The ruling is having ripple effects beyond New York. U.S. Securities and Exchange Commission data shows that 52 of the 66 people charged with insider trading civilly or criminally in the 2014 fiscal year were pursued outside of New York.
In Boston, for example, authorities charged a group of friends who they said exchanged non-public information about American Superconductor Corp (AMSC.O).
One of the men, Eric McPhail, learned secret information about the company from one of its senior executives, who belonged to a country club where McPhail was a member.

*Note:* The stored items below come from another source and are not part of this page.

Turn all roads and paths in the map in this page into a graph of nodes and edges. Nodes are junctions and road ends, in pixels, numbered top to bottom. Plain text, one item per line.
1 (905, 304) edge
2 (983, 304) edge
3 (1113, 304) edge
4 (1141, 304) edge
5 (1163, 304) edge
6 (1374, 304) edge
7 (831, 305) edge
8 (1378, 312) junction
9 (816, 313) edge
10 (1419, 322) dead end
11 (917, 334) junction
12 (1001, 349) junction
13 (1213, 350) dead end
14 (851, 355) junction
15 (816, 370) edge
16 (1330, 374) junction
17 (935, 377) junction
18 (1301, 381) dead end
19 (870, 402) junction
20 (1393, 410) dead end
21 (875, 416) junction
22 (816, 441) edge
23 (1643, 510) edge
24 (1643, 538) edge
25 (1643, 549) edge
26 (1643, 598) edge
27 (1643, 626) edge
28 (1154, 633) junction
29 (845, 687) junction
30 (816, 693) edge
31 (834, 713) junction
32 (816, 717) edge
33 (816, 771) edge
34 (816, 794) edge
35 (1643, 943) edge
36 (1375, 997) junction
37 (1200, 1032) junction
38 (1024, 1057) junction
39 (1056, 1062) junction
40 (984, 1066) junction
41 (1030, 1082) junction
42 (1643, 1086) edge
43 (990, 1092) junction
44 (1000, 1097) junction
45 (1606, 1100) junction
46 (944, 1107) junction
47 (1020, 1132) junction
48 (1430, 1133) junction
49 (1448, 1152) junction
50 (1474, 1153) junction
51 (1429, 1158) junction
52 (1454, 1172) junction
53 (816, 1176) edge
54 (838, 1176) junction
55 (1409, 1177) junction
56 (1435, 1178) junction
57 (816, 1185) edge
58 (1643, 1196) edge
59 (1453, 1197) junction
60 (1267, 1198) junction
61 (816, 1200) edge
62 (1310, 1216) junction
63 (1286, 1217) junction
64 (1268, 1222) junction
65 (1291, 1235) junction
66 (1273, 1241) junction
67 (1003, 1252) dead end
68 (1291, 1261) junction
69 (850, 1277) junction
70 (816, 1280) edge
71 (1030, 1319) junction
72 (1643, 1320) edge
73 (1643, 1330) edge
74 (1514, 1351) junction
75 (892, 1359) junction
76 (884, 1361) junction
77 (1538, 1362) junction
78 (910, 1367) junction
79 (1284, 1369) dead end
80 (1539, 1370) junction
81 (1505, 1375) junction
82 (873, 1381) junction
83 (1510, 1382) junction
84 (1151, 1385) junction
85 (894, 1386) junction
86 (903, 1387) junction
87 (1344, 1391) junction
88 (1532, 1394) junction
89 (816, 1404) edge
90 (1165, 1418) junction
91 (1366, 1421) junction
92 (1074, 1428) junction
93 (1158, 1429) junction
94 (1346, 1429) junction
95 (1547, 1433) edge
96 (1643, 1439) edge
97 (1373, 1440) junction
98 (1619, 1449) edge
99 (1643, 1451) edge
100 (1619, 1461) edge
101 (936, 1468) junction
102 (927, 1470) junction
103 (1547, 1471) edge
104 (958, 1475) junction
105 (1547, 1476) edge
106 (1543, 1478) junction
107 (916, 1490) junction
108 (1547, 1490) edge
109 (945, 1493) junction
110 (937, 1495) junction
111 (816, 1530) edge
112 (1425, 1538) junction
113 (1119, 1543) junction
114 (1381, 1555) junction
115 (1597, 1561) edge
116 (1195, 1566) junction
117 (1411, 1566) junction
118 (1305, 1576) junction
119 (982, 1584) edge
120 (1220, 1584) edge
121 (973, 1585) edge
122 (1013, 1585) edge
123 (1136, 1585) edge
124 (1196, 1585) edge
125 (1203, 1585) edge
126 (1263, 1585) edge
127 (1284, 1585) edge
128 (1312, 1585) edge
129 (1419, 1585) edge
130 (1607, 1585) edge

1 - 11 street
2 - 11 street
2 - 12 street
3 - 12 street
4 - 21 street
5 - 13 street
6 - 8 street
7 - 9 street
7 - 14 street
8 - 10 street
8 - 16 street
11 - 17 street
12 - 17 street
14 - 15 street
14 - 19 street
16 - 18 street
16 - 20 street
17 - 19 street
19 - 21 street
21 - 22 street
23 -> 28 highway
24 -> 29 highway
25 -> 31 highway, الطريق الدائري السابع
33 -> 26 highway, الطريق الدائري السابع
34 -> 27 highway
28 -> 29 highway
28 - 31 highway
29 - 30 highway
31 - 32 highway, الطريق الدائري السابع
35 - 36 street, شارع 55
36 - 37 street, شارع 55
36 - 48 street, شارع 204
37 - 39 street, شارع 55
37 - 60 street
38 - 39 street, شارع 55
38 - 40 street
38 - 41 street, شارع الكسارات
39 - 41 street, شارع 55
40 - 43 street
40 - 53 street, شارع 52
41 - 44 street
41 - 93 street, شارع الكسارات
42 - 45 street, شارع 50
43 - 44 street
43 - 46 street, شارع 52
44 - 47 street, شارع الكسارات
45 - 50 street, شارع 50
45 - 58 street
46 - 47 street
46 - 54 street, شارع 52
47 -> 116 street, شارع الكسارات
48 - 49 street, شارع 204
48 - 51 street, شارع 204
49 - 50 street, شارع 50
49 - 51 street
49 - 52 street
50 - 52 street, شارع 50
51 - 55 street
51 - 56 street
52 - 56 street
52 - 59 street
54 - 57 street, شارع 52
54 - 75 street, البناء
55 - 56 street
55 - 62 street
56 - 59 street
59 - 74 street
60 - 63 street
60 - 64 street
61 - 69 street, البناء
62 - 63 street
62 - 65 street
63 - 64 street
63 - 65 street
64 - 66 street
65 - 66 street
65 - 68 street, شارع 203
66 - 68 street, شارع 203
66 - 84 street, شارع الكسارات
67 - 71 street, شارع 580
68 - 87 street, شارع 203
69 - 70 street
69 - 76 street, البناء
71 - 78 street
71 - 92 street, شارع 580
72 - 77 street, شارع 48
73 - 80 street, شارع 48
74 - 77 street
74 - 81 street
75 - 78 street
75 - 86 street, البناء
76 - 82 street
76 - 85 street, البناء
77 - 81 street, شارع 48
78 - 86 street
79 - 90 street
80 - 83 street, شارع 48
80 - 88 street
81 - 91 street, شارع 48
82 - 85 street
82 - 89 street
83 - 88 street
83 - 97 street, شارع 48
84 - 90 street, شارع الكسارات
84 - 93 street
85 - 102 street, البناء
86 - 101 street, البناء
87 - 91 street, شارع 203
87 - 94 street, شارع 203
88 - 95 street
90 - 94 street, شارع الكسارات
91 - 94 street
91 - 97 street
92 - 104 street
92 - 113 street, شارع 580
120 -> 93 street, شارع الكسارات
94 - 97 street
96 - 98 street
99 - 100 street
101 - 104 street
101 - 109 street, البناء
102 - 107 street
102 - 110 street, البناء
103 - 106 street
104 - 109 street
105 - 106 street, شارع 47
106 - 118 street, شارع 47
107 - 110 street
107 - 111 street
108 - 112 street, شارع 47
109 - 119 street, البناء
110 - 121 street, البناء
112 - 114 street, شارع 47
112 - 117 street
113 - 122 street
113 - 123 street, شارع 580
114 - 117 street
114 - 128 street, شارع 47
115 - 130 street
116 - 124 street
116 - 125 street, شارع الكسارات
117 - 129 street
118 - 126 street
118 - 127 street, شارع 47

Despite being told the information in confidence, McPhail tipped off other golfing buddies, including attorney Douglas Parigian, who reaped $300,000 in illegal profits, authorities say.
McPhail and Parigian were indicted in July, after earlier being sued by the SEC, which reached settlements with four of the friends for $145,309.
Both men have moved to dismiss the SEC’s case and plan to do the same in the criminal case in light of the 2nd Circuit ruling, said Allison Koury, Parigian’s lawyer.
In court papers, they argue no allegations exist that the executive received what would constitute a benefit under the 2nd Circuit’s decision, and that authorities failed to allege Parigian knew about the benefit.
The U.S. Attorney’s Office in Boston did not respond to requests for comment. But the SEC has argued since the information was misappropriated, it has to prove a benefit flowed to McPhail, who acted as the tipper.
The SEC said McPhail had made it clear he “was looking forward to getting paid back.” Prosecutors on Wednesday meanwhile filed a superseding indictment that added a line saying he received a benefit from Parigian and others.
In Santa Ana, California, former Advanced Medical Optics Inc CEO James Mazzo and three co-defendants charged with insider trading filed papers arguing prosecutors failed to establish there was a tangible quid pro quo for allegedly tipping ex-Baltimore Orioles third baseman Douglas DeCinces about a deal.
Prosecutors say Mazzo, a close friend of DeCinces, tipped him in advance of Abbott Laboratories’(ABT.N) $1.36 billion acquisition of the company, enabling him to make $1.3 million in illicit profits.
DeCinces, in turn, told five other people about the deal, including his business partner David Parker and real estate lawyer Fred Jackson, who made $347,920 and $140,259 respectively trading ahead of the deal, prosecutors say.
In court papers, prosecutors said the 2nd Circuit ruling is “inconsistent” with the law of the U.S. Supreme Court and the 9th U.S. Circuit Court of Appeals, which covers California and other Western states. They argue that insider trading includes making a “gift” of confidential information to a relative or friend.
Before the 2nd Circuit ruling, U.S. District Judge Andrew Guilford in Santa Ana previously denied a motion to dismiss by DeCinces that made similar arguments. Late on Friday, he denied the defendants’ latest motions, saying with little explanation that he was upholding his earlier decision.
Lawyers for the defendants either declined comment or did not respond to requests for comment on Sunday.
But at a Jan. 12 hearing, Guilford warned prosecutors that if he did not dismiss the indictment, they needed to be prepared to “pursue their strongest claims,” since the issue could still affect the case at the Feb. 3 trial or in any appeal.